Comment by ignoreusernames

2 months ago

I recommend anyone who works with databases to write a simple engine. It's a lot simpler than you may think and it's a great exercise. If using python, sqlglot (https://github.com/tobymao/sqlglot) let's you skip all the parsing and it even does some simple optimizations. From the parsed query tree it's pretty straightforward to build a logical plan and execute that. You can even use python's builtin ast module to convert sql expressions into python ones (so no need for a custom interpreter!)

Sorry for slight digression.

In a larger system we are building we need a text-to-sql capability for some structured data retrieval.

Is there a way one could utilize this library (sqlglot) to build a multi-dialect sql generator -- that is not currently solved by directly relying on a LLM that is better at code generation in general?

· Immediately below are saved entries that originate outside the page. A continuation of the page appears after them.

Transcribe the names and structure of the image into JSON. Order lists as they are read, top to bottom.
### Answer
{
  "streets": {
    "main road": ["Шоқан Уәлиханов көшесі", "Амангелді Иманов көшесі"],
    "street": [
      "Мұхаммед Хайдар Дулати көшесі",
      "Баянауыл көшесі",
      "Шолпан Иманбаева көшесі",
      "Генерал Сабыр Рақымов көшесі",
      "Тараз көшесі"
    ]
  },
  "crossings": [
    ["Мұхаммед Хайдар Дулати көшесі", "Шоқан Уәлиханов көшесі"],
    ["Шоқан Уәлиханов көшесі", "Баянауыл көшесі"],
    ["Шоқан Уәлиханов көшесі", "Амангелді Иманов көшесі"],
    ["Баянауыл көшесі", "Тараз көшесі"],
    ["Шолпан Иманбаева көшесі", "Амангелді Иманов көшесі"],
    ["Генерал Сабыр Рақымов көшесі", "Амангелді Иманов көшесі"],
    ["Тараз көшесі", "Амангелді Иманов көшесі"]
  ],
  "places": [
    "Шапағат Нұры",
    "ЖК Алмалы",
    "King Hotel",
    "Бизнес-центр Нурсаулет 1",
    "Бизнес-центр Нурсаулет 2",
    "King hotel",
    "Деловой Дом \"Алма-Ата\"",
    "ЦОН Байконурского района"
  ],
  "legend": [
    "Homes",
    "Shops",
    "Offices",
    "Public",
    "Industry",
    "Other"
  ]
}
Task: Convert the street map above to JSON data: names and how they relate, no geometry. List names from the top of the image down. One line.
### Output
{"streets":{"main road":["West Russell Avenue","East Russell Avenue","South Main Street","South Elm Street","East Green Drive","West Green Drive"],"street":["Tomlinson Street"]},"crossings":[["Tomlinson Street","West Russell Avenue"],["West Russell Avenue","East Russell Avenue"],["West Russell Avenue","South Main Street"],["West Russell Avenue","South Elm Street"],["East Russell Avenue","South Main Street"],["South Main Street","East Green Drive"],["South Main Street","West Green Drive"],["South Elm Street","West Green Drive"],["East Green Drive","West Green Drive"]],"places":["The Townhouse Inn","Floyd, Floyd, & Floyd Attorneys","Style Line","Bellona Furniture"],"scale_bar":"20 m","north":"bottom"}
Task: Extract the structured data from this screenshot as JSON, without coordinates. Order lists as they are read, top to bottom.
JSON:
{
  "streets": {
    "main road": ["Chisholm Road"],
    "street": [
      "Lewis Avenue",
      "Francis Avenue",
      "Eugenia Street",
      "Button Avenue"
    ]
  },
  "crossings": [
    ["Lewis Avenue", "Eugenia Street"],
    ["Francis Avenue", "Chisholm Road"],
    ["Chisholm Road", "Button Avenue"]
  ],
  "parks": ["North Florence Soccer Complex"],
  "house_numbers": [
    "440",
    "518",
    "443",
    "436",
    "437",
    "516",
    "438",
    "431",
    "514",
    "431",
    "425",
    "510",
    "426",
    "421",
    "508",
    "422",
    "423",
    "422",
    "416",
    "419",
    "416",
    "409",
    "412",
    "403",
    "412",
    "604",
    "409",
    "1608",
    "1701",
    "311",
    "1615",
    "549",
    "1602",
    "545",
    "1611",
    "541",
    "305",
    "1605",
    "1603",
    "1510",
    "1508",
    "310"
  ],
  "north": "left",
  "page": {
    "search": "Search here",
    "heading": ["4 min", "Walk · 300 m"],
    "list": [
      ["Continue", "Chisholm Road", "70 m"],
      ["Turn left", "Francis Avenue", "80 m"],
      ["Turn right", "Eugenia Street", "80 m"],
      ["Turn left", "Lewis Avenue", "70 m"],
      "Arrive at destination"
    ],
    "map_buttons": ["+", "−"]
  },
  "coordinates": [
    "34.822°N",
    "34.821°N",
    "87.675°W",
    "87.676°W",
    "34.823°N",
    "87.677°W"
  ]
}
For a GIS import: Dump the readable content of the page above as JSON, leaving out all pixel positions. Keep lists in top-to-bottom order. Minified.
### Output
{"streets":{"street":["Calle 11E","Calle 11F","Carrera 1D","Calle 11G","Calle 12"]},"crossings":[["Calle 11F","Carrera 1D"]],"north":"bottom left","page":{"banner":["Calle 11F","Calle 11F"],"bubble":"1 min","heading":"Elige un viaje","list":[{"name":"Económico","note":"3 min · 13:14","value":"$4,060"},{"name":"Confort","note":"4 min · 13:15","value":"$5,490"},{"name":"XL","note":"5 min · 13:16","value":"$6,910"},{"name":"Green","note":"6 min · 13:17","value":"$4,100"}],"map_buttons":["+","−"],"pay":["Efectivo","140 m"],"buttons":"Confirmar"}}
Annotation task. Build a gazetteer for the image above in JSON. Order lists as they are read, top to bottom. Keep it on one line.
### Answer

  • another digression here... sorry... i see you're trying to diy text-to-sql—at some point you're gonna hit a bunch of hiccups. like, the model writes a query that “almost” works but joins the wrong tables, or it assumes column names that don’t exist, or it returns the wrong agg because it misread the intent. and retries won’t always save you—it’ll just confidently hallucinate again.

    we’ve been through all of that at wobby.ai we ended up building a system where the data team defines guardrails and reusable query templates, so the agent doesn’t just make stuff up. it can still handle user prompts, but within a safe structure. if you want to save yourself from debugging this stuff endlessly, might be worth checking out wobby.ai.

  • You can use an LLM to generate query-builder expressions from popular libraries in whatever language.

    For example, on the JVM there is jOOQ, which allows you to write something like:

      select(field("foo"), avg("bar")).from(table("todos"))
    

    And then it will render dialect-specific SQL. It has very advanced emulation functionality for things like JSON aggregations and working around quirks of dialects.

    Alternatively, you can ask an LLM to generate a specific dialect of SQL, and then use jOOQ to parse it to an AST, and then render it as a different dialect, like:

        val parser= DSL.using(SQLDialect.POSTGRES).parser()
        val parsedQuery = parser.parseQuery(postgresQuery)
        val renderedMySQL = DSL.using(SQLDialect.MYSQL).renderInlined(parsedQuery)
        println(renderedMySQL)
    

    Unsure if functionality like this exists in other Query Builder libraries for other languages.

Second this - building even a simple engine gives real insight into query planning and execution. Once parsing is handled, the core ideas are a lot more approachable than they seem.